*** Opening of Entries shown ***

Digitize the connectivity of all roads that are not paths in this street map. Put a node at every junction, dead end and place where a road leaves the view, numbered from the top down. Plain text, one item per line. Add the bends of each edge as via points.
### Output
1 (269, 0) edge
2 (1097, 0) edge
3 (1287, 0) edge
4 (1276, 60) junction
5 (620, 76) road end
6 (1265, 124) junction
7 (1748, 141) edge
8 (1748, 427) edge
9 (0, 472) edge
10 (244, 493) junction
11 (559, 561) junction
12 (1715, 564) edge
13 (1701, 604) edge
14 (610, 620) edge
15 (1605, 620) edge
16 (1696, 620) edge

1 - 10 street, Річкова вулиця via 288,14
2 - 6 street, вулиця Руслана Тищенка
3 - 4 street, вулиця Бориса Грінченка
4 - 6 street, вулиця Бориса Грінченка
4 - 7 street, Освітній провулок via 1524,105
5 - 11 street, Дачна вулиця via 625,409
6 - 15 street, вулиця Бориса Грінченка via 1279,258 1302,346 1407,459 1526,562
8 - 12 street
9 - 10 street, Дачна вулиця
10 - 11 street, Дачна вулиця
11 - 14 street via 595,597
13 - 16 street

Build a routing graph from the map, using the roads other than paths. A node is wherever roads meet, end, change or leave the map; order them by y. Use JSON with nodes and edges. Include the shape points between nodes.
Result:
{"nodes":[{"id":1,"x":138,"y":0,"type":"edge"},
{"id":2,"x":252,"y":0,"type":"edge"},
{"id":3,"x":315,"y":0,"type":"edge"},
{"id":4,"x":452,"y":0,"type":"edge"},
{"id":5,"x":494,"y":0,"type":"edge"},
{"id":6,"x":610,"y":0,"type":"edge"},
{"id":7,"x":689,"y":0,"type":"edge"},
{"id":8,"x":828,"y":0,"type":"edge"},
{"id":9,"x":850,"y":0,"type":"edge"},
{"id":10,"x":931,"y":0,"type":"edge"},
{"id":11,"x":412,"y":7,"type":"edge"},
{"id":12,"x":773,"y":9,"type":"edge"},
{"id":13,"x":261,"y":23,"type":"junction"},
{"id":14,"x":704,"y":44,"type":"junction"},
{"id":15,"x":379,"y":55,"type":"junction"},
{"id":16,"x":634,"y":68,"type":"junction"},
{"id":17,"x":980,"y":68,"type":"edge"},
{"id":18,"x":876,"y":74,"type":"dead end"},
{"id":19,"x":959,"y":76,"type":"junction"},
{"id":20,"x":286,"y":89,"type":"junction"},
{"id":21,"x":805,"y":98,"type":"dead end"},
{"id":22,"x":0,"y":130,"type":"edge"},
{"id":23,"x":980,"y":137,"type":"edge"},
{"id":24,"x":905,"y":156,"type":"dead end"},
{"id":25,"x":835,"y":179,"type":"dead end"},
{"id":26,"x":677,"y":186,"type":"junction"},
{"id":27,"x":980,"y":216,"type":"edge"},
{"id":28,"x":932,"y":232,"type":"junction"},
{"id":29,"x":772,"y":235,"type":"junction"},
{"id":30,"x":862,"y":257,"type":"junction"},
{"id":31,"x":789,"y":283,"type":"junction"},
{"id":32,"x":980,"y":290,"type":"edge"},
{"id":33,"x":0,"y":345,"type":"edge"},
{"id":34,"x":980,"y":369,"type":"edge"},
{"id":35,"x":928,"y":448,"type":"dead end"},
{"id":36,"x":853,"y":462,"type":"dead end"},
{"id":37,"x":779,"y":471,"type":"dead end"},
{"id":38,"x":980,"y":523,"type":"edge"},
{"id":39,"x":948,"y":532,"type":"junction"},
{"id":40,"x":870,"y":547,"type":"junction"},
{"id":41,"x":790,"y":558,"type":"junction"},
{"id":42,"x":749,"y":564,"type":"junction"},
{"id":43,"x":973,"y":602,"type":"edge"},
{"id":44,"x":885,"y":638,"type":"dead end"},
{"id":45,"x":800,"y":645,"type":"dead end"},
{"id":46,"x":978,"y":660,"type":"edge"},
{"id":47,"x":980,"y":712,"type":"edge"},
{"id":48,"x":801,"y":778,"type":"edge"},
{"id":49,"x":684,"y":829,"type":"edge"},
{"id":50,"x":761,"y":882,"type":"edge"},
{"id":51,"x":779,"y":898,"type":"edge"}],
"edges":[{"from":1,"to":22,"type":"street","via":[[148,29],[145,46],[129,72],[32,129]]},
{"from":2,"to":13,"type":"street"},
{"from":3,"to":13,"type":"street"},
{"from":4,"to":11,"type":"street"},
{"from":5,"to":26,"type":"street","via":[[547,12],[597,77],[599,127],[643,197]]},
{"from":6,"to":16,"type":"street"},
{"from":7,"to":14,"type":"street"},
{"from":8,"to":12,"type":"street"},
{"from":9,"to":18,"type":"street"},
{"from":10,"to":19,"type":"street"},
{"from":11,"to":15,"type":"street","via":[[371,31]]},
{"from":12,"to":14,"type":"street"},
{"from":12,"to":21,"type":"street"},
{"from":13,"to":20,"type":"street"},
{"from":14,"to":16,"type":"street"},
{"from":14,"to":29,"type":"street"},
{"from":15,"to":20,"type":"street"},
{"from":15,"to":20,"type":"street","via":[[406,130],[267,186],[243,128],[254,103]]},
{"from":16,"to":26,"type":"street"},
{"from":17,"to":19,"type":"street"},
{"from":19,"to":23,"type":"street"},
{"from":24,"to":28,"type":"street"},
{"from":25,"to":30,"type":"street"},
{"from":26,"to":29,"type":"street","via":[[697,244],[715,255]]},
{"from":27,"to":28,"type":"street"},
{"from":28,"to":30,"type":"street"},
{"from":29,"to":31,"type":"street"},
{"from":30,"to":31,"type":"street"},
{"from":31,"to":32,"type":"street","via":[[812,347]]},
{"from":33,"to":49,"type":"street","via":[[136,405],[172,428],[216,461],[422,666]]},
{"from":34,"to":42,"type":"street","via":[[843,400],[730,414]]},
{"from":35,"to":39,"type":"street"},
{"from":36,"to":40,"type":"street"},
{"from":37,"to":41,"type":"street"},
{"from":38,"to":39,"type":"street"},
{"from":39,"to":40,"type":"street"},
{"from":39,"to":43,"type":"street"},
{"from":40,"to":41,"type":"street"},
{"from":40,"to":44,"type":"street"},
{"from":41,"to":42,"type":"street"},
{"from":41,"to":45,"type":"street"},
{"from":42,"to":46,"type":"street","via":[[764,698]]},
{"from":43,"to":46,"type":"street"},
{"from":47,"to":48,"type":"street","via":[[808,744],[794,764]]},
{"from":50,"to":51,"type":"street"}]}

*** Close of Entries shown ***

What needs to be done: Search the entries for the word "edges" and copy every line that has it.

Answer below:
Build a routing graph from the map, using the roads other than paths. A node is wherever roads meet, end, change or leave the map; order them by y. Use JSON with nodes and edges. Include the shape points between nodes.
"edges":[{"from":1,"to":22,"type":"street","via":[[148,29],[145,46],[129,72],[32,129]]},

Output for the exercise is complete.